In previous searches for similar solutions, ultimately I ended up writing my own stack trace fingerprinting software.
You’ve got a stack trace from the system and have stuck it some where. It looks roughly like:
com.foo.bar.UserNotFoundException: User not found at com.foo.bar.ErrorHandler.handle(errorHandler.lang:42) at com.foo.bar.StuffDoer.doStuffA(StuffDoer.lang:314) at com.foo.bar.StuffDoer.doStuffB(StuffDoer.lang:271) at com.not.yours.base.Base(Base.lang:2357)
This the general format of a stack trace – it has the exception handler at the top (which isn’t too useful) and the base of the system at the bottom (which isn’t that useful either).

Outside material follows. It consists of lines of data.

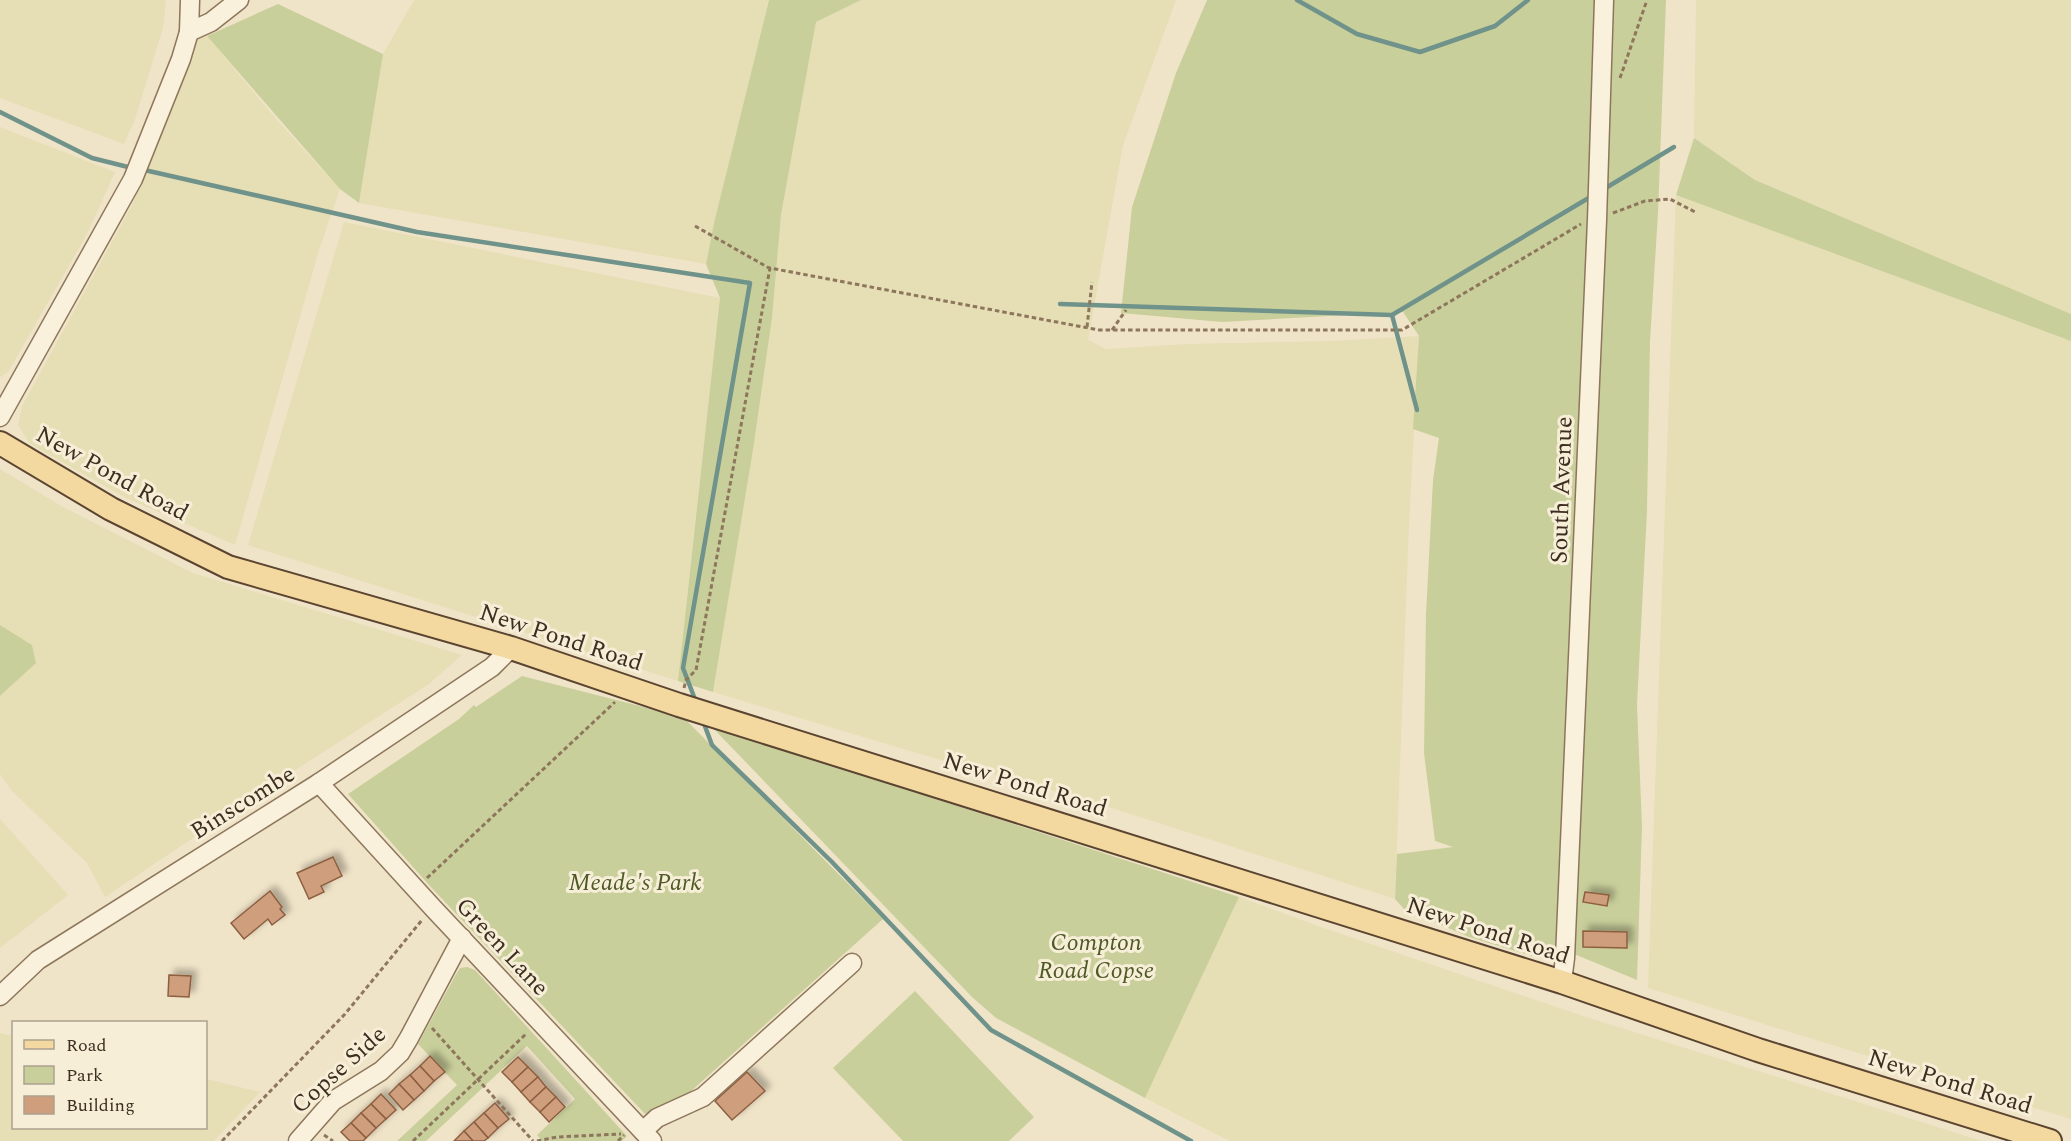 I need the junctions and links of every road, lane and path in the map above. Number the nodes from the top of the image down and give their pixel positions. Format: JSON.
{"nodes":[{"id":1,"x":190,"y":0,"type":"edge"},
{"id":2,"x":238,"y":0,"type":"edge"},
{"id":3,"x":1604,"y":0,"type":"edge"},
{"id":4,"x":1647,"y":0,"type":"edge"},
{"id":5,"x":189,"y":32,"type":"junction"},
{"id":6,"x":1617,"y":84,"type":"dead end"},
{"id":7,"x":1696,"y":213,"type":"dead end"},
{"id":8,"x":1597,"y":217,"type":"junction"},
{"id":9,"x":695,"y":226,"type":"dead end"},
{"id":10,"x":770,"y":268,"type":"junction"},
{"id":11,"x":1092,"y":282,"type":"dead end"},
{"id":12,"x":1126,"y":310,"type":"dead end"},
{"id":13,"x":1086,"y":327,"type":"junction"},
{"id":14,"x":1112,"y":330,"type":"junction"},
{"id":15,"x":0,"y":417,"type":"edge"},
{"id":16,"x":0,"y":443,"type":"edge"},
{"id":17,"x":511,"y":648,"type":"junction"},
{"id":18,"x":686,"y":680,"type":"dead end"},
{"id":19,"x":620,"y":685,"type":"junction"},
{"id":20,"x":320,"y":783,"type":"junction"},
{"id":21,"x":419,"y":892,"type":"junction"},
{"id":22,"x":433,"y":908,"type":"junction"},
{"id":23,"x":462,"y":938,"type":"junction"},
{"id":24,"x":852,"y":963,"type":"dead end"},
{"id":25,"x":1562,"y":982,"type":"junction"},
{"id":26,"x":0,"y":996,"type":"edge"},
{"id":27,"x":421,"y":1016,"type":"junction"},
{"id":28,"x":539,"y":1021,"type":"junction"},
{"id":29,"x":477,"y":1080,"type":"junction"},
{"id":30,"x":641,"y":1135,"type":"edge"},
{"id":31,"x":222,"y":1141,"type":"edge"},
{"id":32,"x":298,"y":1141,"type":"edge"},
{"id":33,"x":413,"y":1141,"type":"edge"},
{"id":34,"x":535,"y":1141,"type":"edge"},
{"id":35,"x":2050,"y":1141,"type":"edge"}],
"edges":[{"from":1,"to":5,"type":"street"},
{"from":2,"to":5,"type":"street"},
{"from":3,"to":8,"type":"street","name":"South Avenue"},
{"from":4,"to":6,"type":"path"},
{"from":5,"to":15,"type":"street"},
{"from":7,"to":8,"type":"path"},
{"from":8,"to":14,"type":"path"},
{"from":8,"to":25,"type":"street","name":"South Avenue"},
{"from":9,"to":10,"type":"path"},
{"from":10,"to":13,"type":"path"},
{"from":10,"to":18,"type":"path"},
{"from":11,"to":13,"type":"path"},
{"from":12,"to":14,"type":"path"},
{"from":13,"to":14,"type":"path"},
{"from":16,"to":17,"type":"main road","name":"New Pond Road"},
{"from":17,"to":19,"type":"main road","name":"New Pond Road"},
{"from":17,"to":20,"type":"street","name":"Binscombe"},
{"from":19,"to":21,"type":"path"},
{"from":19,"to":25,"type":"main road","name":"New Pond Road"},
{"from":20,"to":21,"type":"street","name":"Green Lane"},
{"from":20,"to":26,"type":"street","name":"Binscombe"},
{"from":21,"to":22,"type":"street","name":"Green Lane"},
{"from":22,"to":23,"type":"street","name":"Green Lane"},
{"from":22,"to":31,"type":"path"},
{"from":23,"to":27,"type":"street","name":"Copse Side"},
{"from":23,"to":28,"type":"street","name":"Green Lane"},
{"from":24,"to":30,"type":"street"},
{"from":25,"to":35,"type":"main road","name":"New Pond Road"},
{"from":27,"to":29,"type":"path"},
{"from":27,"to":32,"type":"street","name":"Copse Side"},
{"from":28,"to":29,"type":"path"},
{"from":28,"to":30,"type":"street","name":"Green Lane"},
{"from":29,"to":33,"type":"path"},
{"from":29,"to":34,"type":"path"},
{"from":30,"to":34,"type":"path"}]}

As an application programmer, what you really want is the stuff in the middle. This may be one method, or a dozen, but its what actually identifies this stack trace vs other ones. The specifics of the stuff outside your call isn’t always that useful.
As a systems programmer, the stuff at the bottom is likely the most interesting.
The first step is to parse through the stack trace line by line identifying the relevant information and further identifying if the given frame is of interest at all – if everything goes through ErrorHandler.handle() before the stack is reported, that frame is not useful in identifying or grouping the stack.
Next, I serialized the array of the interesting bits of information (method name, class name – line number in the case that I dealt with in the past was too variable between releases that it wasn’t useful, but it may be for you) and stored the hashcode of that in a database. Because of the different systems and languages working on the application to identify a stack trace, this was a simple text join and md5sum (if I had to do it again, I’d be tempted to make it into JSON and hash code that).
In the database, the hash code of the interesting part of the stack trace could then be computed quickly and was a fixed size (nice for database indexes and or keys – though not bad for directories either).
Stack traces longer than a certain minimum size were examined multiple times. For example, if the minimum size for further examination was 3, and the stack trace was “a b c d e”, the following stack traces would be stored:
- a b c d e
- a b c d
- b c d e
- a b c
- b c d
- c d e
Yes, sometimes everything was a subset of another set of analysis, but it let people look at smaller parts and identify patterns of misbehavior.
3